Another worm is making the rounds on Twitter via the goo.gl URL shortening service, often directing users to fake anti-virus software.
Affected users might notice mysterious tweets that they did not write showing up on their feeds, many of which include goo.gl links that end with “m28sx.html.”
“Although most affected Twitter users appear to be oblivious to what has occured, a few have noticed the messages, and suspected a security breach,” Sophos’s Graham Cluley wrote in a blog post.
If you click on these links, you are taken to a Web site that suggests your computer has been infected by a virus. The site encourages you to download what it says is anti-virus protection but is actually malicious code.
Del Harvey, head of Twitter’s trust and safety efforts, tweeted yesterday that the company was “working to remove the malware links and reset passwords on compromised accounts.”
When asked how this attack happened, Harvey said it “looks to be folks who got phished in the last round but whose accounts weren’t used to attack others.”
A similar goo.gl worm popped up on Twitter in early December.
Cluley said it “isn’t yet clear is how the Twitter users found their accounts compromised in this way. The natural suspicion would be that their usernames and passwords have been stolen.”
“It certainly would be a sensible precaution for users who have found their Twitter accounts unexpectedly posting goo.gl links to change their passwords immediately,” Cluley suggested.
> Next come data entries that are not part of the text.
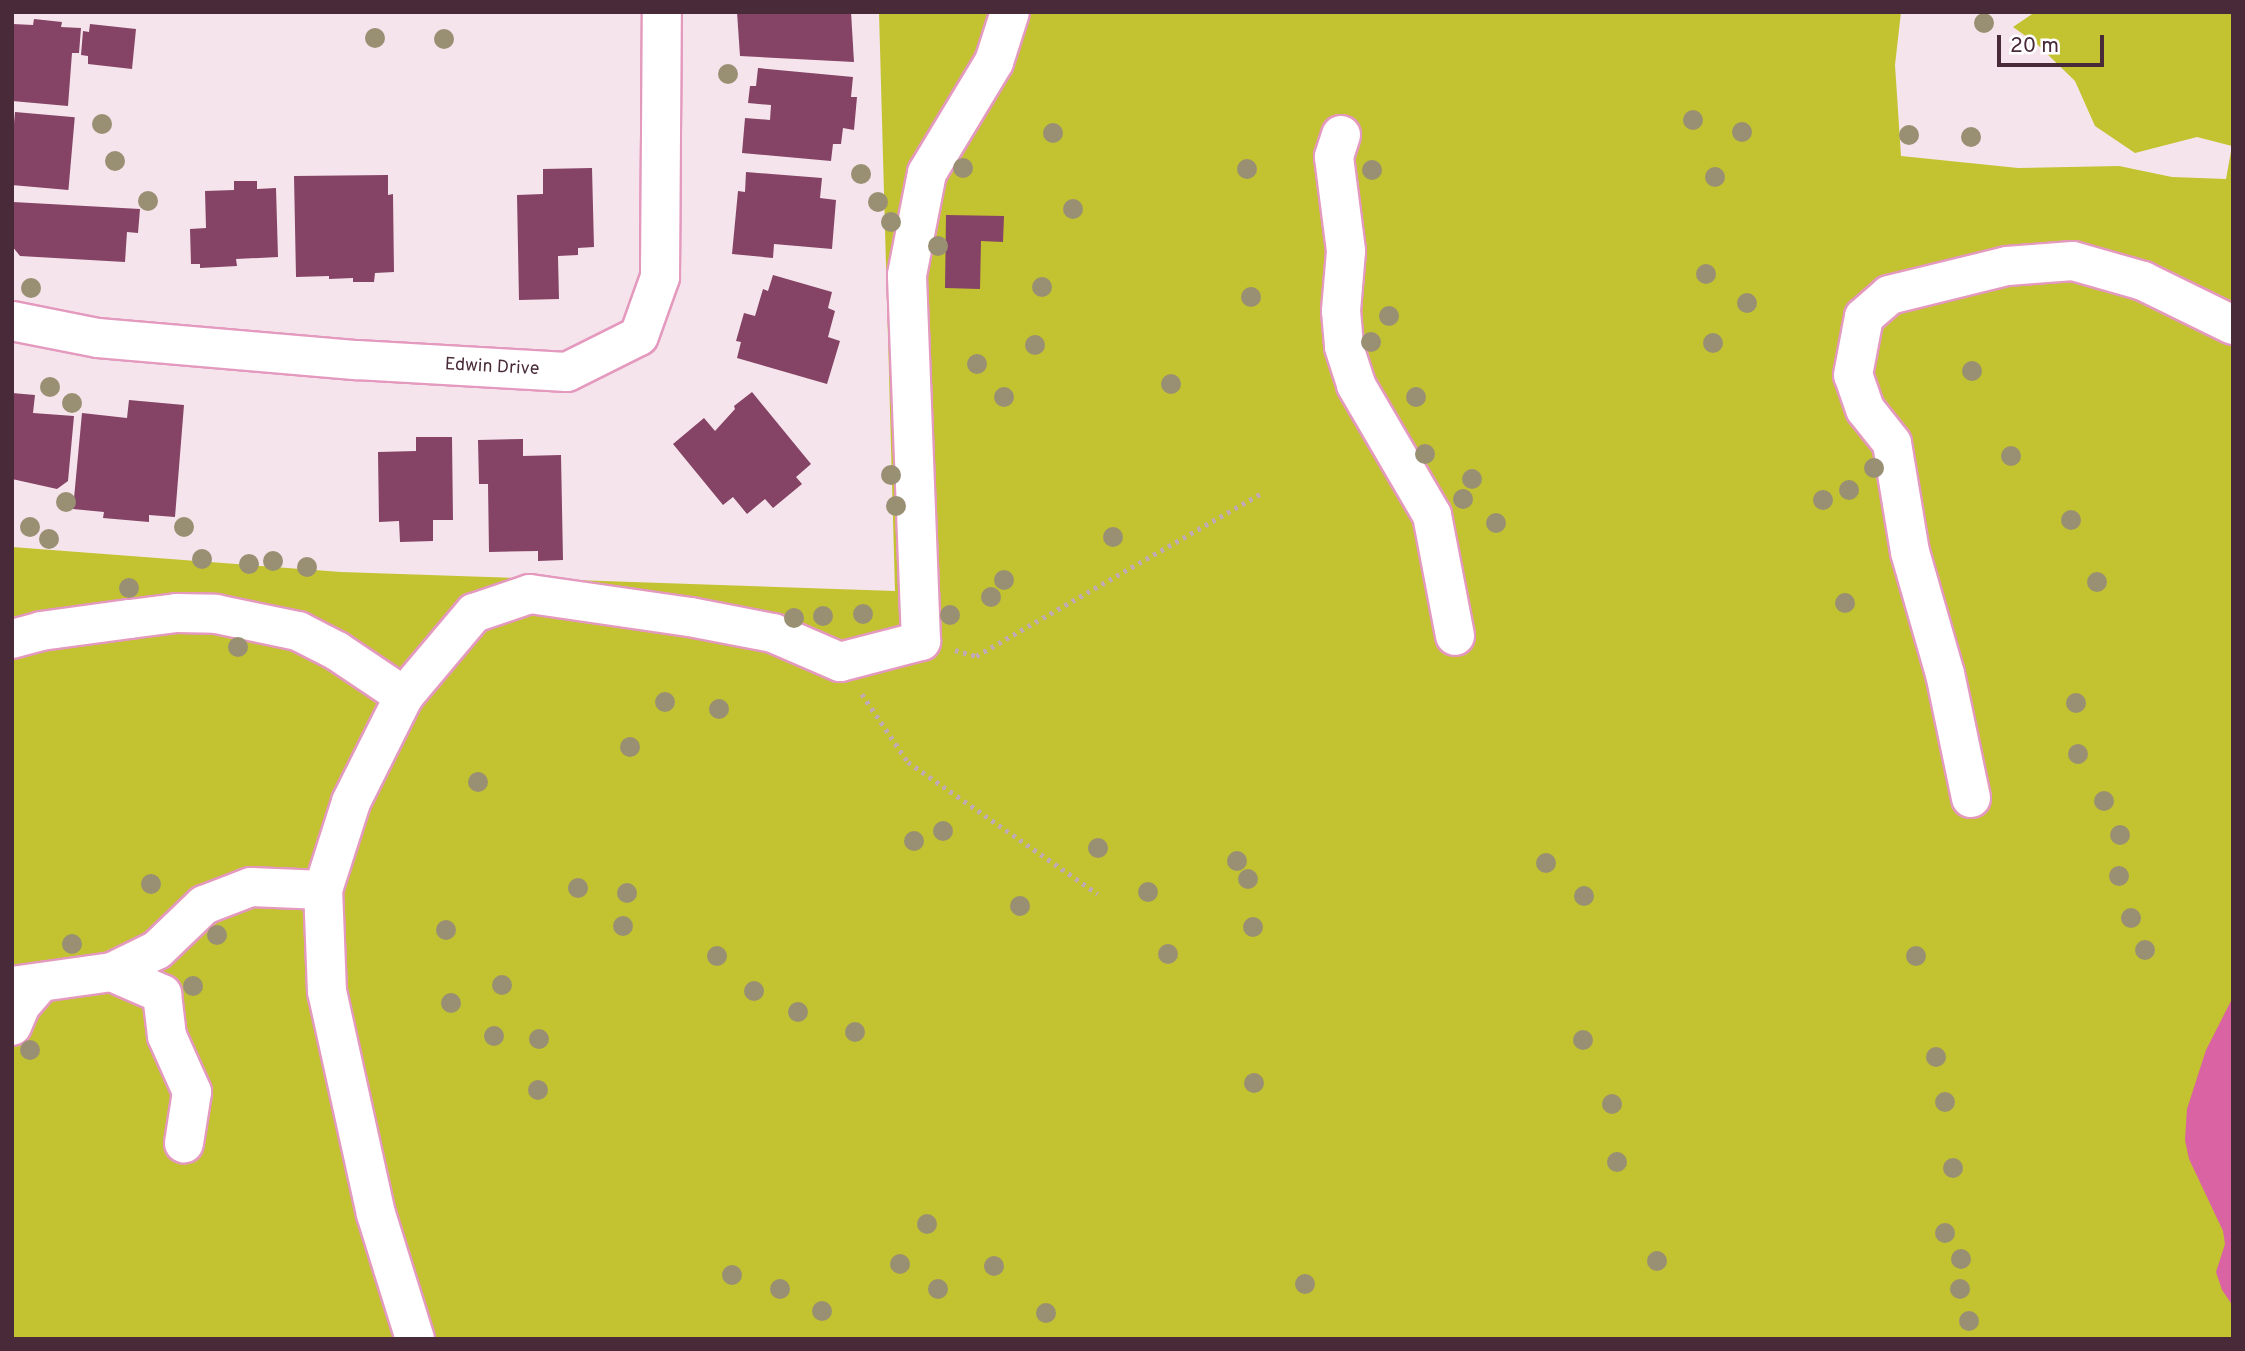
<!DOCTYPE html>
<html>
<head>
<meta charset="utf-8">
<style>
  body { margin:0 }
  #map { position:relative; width:2245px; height:1351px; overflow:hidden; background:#f5e4eb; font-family:Overpass,sans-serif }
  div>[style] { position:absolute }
  .green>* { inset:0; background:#c3c231 }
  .water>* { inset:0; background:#da64a3 }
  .building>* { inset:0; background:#854365; transform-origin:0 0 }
  .path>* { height:4.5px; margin-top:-2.25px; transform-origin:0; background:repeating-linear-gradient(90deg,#bfaab4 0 3.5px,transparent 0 8.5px) }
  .roads { filter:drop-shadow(2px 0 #e499be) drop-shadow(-2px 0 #e499be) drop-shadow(0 2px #e499be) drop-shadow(0 -2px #e499be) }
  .minor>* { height:38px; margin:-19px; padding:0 19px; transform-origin:19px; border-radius:19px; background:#fff }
  .trees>* { width:20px; height:20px; margin:-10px; border-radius:50%; background:#999074 }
  span { translate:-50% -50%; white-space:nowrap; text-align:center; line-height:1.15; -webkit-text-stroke:7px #fff; paint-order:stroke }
  .street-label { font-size:18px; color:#482a39 }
  .frame { position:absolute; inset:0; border:14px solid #482a39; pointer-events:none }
  .scale { position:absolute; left:1997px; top:35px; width:107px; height:32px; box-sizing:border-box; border:4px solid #482a39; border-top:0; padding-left:9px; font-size:21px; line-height:24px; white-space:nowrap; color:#482a39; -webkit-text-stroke:5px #fff; paint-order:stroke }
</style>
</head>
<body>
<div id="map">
  <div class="green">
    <div style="clip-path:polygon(879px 12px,1901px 12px,1895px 65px,1901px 156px,2018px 168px,2119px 166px,2172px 177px,2226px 179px,2232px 146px,2197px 137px,2135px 153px,2095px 126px,2075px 81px,2038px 45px,2013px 27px,2035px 12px,2233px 12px,2233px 1339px,12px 1339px,12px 547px,341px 572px,895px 591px)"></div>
  </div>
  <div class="water">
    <div style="clip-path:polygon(2233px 997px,2233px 1306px,2222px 1290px,2216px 1272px,2225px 1244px,2223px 1231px,2189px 1159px,2185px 1140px,2187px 1109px,2206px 1050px)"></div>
  </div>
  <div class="building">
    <div style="clip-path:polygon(737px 12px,851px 12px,854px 62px,740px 56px)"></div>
    <div style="clip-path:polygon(34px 19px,62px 22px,61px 27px,81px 28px,79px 53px,72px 53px,68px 106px,12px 101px,13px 24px,33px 25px)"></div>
    <div style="clip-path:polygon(90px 24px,136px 29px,132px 69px,88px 64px,88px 56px,81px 55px,83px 31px,89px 32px)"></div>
    <div style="clip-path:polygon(758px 68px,853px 77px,851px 97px,857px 97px,854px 130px,843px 128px,841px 144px,833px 144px,831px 161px,742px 153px,745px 118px,770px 120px,771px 105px,748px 103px,750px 86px,756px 86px)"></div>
    <div style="left:15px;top:112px;width:60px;height:73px;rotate:5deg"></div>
    <div style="clip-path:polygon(592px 168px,594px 247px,578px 248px,578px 255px,558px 256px,559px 299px,519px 300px,517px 195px,543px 194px,543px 169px)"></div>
    <div style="clip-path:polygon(746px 172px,822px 178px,820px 198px,836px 200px,832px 249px,774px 244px,773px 258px,732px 254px,738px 191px,745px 192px)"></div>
    <div style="clip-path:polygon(388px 175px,388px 195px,393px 194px,394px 272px,375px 273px,374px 282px,353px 282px,353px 278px,329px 279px,329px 276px,296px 277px,294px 176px)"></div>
    <div style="clip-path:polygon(234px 181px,257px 181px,257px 189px,276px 188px,278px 257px,236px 259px,237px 266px,200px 268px,200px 264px,191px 264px,190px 229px,206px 228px,205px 191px,234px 190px)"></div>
    <div style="clip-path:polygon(13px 202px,140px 209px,138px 233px,127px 232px,125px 262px,20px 256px,12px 246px)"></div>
    <div style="clip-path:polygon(946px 215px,1004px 216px,1003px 242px,981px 241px,980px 289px,945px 288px)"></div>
    <div style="clip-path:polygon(773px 275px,832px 292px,828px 308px,835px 311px,828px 337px,840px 341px,827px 384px,737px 358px,741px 342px,736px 341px,744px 313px,755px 316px,763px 289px,768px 291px)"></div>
    <div style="clip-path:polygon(752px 392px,811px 464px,796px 477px,802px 484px,773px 508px,765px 499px,747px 514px,733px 497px,723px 505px,673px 444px,704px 418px,715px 431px,735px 409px,734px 406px)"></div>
    <div style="clip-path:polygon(12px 393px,35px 395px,33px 413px,74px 416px,68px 481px,57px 489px,12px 479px)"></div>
    <div style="clip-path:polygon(129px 400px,184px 405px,175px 517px,149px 515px,149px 522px,103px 518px,104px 512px,73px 509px,82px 413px,127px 418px)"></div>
    <div style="clip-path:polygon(416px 437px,452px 437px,453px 520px,433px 520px,433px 541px,400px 542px,399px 521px,379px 522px,378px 452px,416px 451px)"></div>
    <div style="clip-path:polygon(523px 439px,523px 456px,561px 455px,563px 560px,538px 561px,538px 551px,489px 552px,488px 484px,479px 484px,478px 440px)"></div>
  </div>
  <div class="path">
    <div style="left:955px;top:650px;width:22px;rotate:16deg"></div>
    <div style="left:976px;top:656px;width:327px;rotate:-29.7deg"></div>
    <div style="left:862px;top:694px;width:82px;rotate:55.9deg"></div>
    <div style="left:908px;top:762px;width:231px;rotate:34.8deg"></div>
  </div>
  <div class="roads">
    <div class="minor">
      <div style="left:1341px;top:135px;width:23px;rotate:108deg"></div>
      <div style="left:1334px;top:157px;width:95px;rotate:82.7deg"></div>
      <div style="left:1346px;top:251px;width:60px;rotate:94.8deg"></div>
      <div style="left:1341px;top:311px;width:36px;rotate:85deg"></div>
      <div style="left:1344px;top:347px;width:40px;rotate:72deg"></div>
      <div style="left:1356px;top:385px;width:151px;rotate:59.7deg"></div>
      <div style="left:1432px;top:515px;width:123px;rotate:79.2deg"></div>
      <div style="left:12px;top:321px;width:88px;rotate:11.2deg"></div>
      <div style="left:98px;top:338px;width:260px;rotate:4.9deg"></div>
      <div style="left:357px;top:360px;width:210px;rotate:3.3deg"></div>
      <div style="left:567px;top:372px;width:80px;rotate:-26.6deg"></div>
      <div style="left:639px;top:336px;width:63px;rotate:-70.4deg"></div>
      <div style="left:660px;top:277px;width:265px;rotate:-89.6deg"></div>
      <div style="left:12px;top:639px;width:30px;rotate:-15deg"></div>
      <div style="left:41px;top:631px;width:90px;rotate:-7.7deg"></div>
      <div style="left:130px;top:619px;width:47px;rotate:-7.3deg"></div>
      <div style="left:177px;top:613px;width:39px;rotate:1deg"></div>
      <div style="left:216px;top:614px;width:84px;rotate:11.7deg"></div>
      <div style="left:298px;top:631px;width:44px;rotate:27.1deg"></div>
      <div style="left:337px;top:651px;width:81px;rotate:33.9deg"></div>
      <div style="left:1971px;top:798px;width:127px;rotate:-101.8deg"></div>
      <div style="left:1945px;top:674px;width:127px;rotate:-106deg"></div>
      <div style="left:1910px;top:552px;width:110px;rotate:-99.4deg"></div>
      <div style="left:1892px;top:443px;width:43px;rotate:-128.5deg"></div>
      <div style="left:1865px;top:409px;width:36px;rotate:-109deg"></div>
      <div style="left:1853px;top:375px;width:59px;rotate:-79.3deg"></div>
      <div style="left:1864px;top:317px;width:33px;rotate:-41deg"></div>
      <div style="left:1889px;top:295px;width:122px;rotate:-13.8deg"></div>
      <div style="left:2007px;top:266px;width:66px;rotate:-4.3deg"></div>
      <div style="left:2073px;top:261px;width:73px;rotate:15.9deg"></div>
      <div style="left:2143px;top:281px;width:100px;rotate:26.1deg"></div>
      <div style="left:112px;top:972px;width:50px;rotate:-26.1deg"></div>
      <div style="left:157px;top:950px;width:65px;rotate:-43.8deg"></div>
      <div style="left:204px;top:905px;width:50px;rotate:-21deg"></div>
      <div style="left:251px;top:887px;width:72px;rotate:2.4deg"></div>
      <div style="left:12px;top:986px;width:101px;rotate:-8deg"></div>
      <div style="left:112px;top:972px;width:55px;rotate:23.7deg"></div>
      <div style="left:162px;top:994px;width:42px;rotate:83.2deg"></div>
      <div style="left:167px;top:1036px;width:61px;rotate:65.9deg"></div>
      <div style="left:192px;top:1092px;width:52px;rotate:98.9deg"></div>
      <div style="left:12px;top:1026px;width:23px;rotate:-67deg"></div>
      <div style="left:21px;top:1005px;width:29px;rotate:-49deg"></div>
      <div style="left:415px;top:1339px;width:131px;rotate:-107.3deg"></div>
      <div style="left:376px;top:1214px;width:227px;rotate:-102.4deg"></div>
      <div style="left:327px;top:992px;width:102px;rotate:-92.2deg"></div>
      <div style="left:323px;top:890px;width:92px;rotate:-72.3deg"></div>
      <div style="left:351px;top:802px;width:119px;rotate:-63.4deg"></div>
      <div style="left:404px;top:696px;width:109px;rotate:-49.9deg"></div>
      <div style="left:474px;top:613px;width:59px;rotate:-18.7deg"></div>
      <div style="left:530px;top:594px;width:162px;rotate:8.2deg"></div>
      <div style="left:690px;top:617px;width:85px;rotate:10.9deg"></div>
      <div style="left:773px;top:633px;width:73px;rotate:23.4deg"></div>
      <div style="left:840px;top:662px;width:84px;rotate:-14.5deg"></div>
      <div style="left:921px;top:641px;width:366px;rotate:-92.2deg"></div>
      <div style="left:907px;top:275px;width:104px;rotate:-78.9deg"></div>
      <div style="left:927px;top:173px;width:130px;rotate:-58.9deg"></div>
      <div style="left:994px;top:62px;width:52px;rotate:-72.3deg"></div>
    </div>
  </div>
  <div class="trees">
    <div style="left:1984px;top:23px"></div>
    <div style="left:375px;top:38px"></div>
    <div style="left:444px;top:39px"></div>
    <div style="left:728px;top:74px"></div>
    <div style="left:1693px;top:120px"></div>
    <div style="left:102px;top:124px"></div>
    <div style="left:1742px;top:132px"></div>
    <div style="left:1053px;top:133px"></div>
    <div style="left:1909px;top:135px"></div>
    <div style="left:1971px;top:137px"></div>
    <div style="left:115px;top:161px"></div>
    <div style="left:963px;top:168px"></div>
    <div style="left:1247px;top:169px"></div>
    <div style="left:1372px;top:170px"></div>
    <div style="left:861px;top:174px"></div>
    <div style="left:1715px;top:177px"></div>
    <div style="left:148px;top:201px"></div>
    <div style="left:878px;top:202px"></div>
    <div style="left:1073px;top:209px"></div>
    <div style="left:891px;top:222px"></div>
    <div style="left:938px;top:246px"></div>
    <div style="left:1706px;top:274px"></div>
    <div style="left:1042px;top:287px"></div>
    <div style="left:31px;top:288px"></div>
    <div style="left:1251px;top:297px"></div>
    <div style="left:1747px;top:303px"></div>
    <div style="left:1389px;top:316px"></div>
    <div style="left:1371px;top:342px"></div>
    <div style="left:1713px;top:343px"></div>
    <div style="left:1035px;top:345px"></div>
    <div style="left:977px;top:364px"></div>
    <div style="left:1972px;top:371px"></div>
    <div style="left:1171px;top:384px"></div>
    <div style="left:50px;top:387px"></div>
    <div style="left:1004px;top:397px"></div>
    <div style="left:1416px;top:397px"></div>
    <div style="left:72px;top:403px"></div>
    <div style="left:1425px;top:454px"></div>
    <div style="left:2011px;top:456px"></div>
    <div style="left:1874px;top:468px"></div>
    <div style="left:891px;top:475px"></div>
    <div style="left:1472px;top:479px"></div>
    <div style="left:1849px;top:490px"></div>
    <div style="left:1463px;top:499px"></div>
    <div style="left:1823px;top:500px"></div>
    <div style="left:66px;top:502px"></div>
    <div style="left:896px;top:506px"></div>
    <div style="left:2071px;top:520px"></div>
    <div style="left:1496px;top:523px"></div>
    <div style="left:30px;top:527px"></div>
    <div style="left:184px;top:527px"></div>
    <div style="left:1113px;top:537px"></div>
    <div style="left:49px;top:539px"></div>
    <div style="left:202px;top:559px"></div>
    <div style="left:273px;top:561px"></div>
    <div style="left:249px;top:564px"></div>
    <div style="left:307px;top:567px"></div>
    <div style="left:1004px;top:580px"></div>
    <div style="left:2097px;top:582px"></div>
    <div style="left:129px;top:588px"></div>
    <div style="left:991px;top:597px"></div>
    <div style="left:1845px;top:603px"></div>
    <div style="left:863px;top:614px"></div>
    <div style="left:950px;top:615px"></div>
    <div style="left:823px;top:616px"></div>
    <div style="left:794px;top:618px"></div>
    <div style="left:238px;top:647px"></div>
    <div style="left:665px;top:702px"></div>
    <div style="left:2076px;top:703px"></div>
    <div style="left:719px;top:709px"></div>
    <div style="left:630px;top:747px"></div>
    <div style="left:2078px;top:754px"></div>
    <div style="left:478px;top:782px"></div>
    <div style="left:2104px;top:801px"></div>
    <div style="left:943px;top:831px"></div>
    <div style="left:2120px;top:835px"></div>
    <div style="left:914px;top:841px"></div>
    <div style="left:1098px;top:848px"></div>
    <div style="left:1237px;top:861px"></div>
    <div style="left:1546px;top:863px"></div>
    <div style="left:2119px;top:876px"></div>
    <div style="left:1248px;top:879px"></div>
    <div style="left:151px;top:884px"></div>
    <div style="left:578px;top:888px"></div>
    <div style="left:1148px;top:892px"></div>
    <div style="left:627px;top:893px"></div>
    <div style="left:1584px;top:896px"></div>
    <div style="left:1020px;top:906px"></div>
    <div style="left:2131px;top:918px"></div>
    <div style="left:623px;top:926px"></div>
    <div style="left:1253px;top:927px"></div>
    <div style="left:446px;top:930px"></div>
    <div style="left:217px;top:935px"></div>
    <div style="left:72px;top:944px"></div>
    <div style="left:2145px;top:950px"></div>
    <div style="left:1168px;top:954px"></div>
    <div style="left:717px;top:956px"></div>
    <div style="left:1916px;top:956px"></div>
    <div style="left:502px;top:985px"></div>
    <div style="left:193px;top:986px"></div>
    <div style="left:754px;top:991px"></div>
    <div style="left:451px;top:1003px"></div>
    <div style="left:798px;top:1012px"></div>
    <div style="left:855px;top:1032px"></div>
    <div style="left:494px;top:1036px"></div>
    <div style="left:539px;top:1039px"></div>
    <div style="left:1583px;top:1040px"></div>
    <div style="left:30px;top:1050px"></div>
    <div style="left:1936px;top:1057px"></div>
    <div style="left:1254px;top:1083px"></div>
    <div style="left:538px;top:1090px"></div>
    <div style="left:1945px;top:1102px"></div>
    <div style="left:1612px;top:1104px"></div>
    <div style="left:1617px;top:1162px"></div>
    <div style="left:1953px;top:1168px"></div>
    <div style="left:927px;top:1224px"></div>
    <div style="left:1945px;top:1233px"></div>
    <div style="left:1961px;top:1259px"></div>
    <div style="left:1657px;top:1261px"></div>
    <div style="left:900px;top:1264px"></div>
    <div style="left:994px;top:1266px"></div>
    <div style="left:732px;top:1275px"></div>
    <div style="left:1305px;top:1284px"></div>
    <div style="left:780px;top:1289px"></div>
    <div style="left:938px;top:1289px"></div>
    <div style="left:1960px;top:1289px"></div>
    <div style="left:822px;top:1311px"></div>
    <div style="left:1046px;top:1313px"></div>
    <div style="left:1969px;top:1321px"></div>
  </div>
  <div class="street-label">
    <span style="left:492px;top:368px;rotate:3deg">Edwin Drive</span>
  </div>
  <div class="frame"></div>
  <div class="scale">20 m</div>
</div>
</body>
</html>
Brulez posted more technical details on his blog.
On Thursday, Trapster warned users that its username and password database has been compromised, affecting over 10 million users. Customers who used the same password for Trapster and other sites should change them immediately, the site said.
Harvey tweeted the Trapster warning on her feed, but said she was just doing so to make sure “that others know they should change their passwords if they belonged.”